Thank you so much sir..
Hajar says
Hello Sinbi,
About having legumes or nuts raw (which contain phytic acid), as far as I know, soaking for 7to24 hours or sprouting can help break the inhibitors and have more minerals available for absorption and digestion.
Hope it helps 🙂
Vince says
Great information. Raw food may have its place but it always feels like cooking makes ingredients more palatable and easier to combine. It’s good to know that we’re not killing the nutrition by doing so.
Susanna Morley says
Marvellous article, Tim. Of course it is all about off-setting and bioavailability.

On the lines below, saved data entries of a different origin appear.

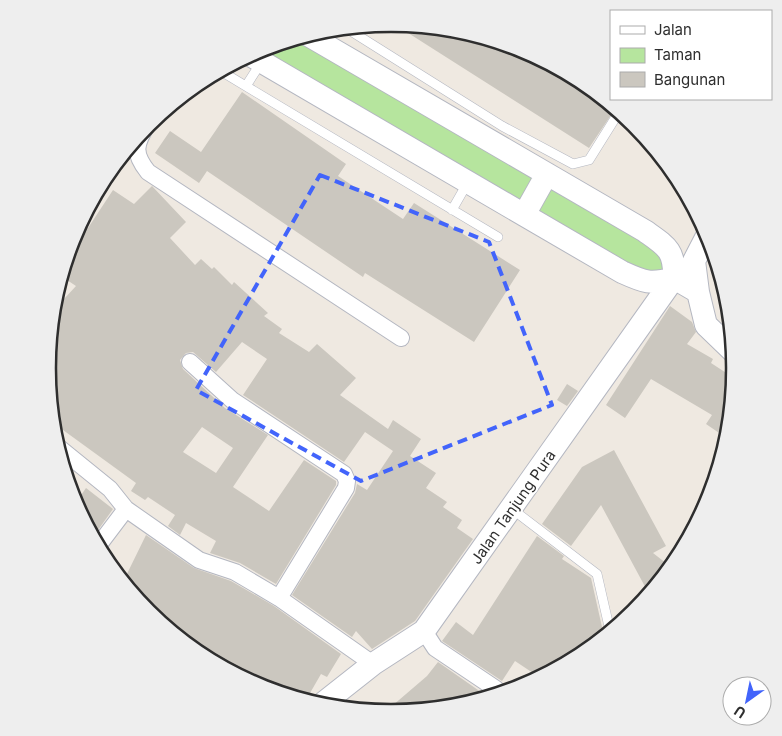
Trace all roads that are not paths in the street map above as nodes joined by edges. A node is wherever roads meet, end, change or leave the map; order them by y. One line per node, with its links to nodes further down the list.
1 (355, 34): 8 (lane)
2 (319, 41): 8 (street)
3 (259, 60): 11 (street)
4 (255, 62): 6 (lane)
5 (227, 75): 6 (lane)
6 (246, 86): 12 (lane)
7 (614, 120): 8 (lane)
8 (498, 134): 10 (street)
9 (137, 149): 18 (street)
10 (547, 174): 13 (street); 16 (street)
11 (468, 182): 12 (lane); 13 (street)
12 (452, 210): 14 (lane)
13 (524, 215): 16 (street)
14 (498, 237)
15 (703, 244): 17 (street)
16 (674, 278): 17 (street); 23 (street, Jalan Tanjung Pura)
17 (698, 292): 19 (street)
18 (401, 338)
19 (726, 344)
20 (190, 362): 25 (street)
21 (67, 455): 22 (street)
22 (126, 509): 24 (street); 25 (street)
23 (512, 509): 26 (lane); 27 (street, Jalan Tanjung Pura)
24 (103, 540)
25 (279, 598): 28 (street)
26 (608, 623)
27 (424, 631): 28 (street, Jalan Tanjung Pura); 29 (street)
28 (373, 664): 30 (street, Jalan Tanjung Pura)
29 (494, 687)
30 (330, 698)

The advice on how to cook vegetables is the same as that given to the British during WW2 by the Ministry of Food, now if only I could find the time to re-brand that and launch a lifestyle book …….
Bernard Milford says
Tim, I would like to hear your comments on microwaving food. There is some amazing rubbish out there about microwaves and the “violent” way they work to destroy molecules in food. But beyond that, the celebrity chef brigade seem to regard using a microwave as equivalent to blasting the poor veggies to a nuclear death ray that removes all flavour. Yet microwave cooking is energy efficient, quick and allows good control over the amount of cooking. Your suggestion for cooking a vegetable like broccoli “lightly steamed” is what a good old microwave does well.
I’d like to hear your sensible take on this.
Tim Crowe says
Hi Bernard. Thanks for your comments and very easy for me to confirm exactly what you see it as: rubbish. Microwaving food has little to no additional impact on food that steaming and heating on a stovetop does and scientific research confirms this. Microwave ovens are super convenient for the time efficiency of steaming food as you only need a tiny amount of water whereas on a stovetop you need a decent volume heated up to start the steaming process. The only kernel of truth to any of the claims you may read is to ensure the cooking is done in microwave-safe containers if plastic is used.
Vince says
Good to know. Many people are strongly anti-microwave – yet Bernard is right that they’re energy efficient. They’re also extremely practical, especially for small families and people who live on their own.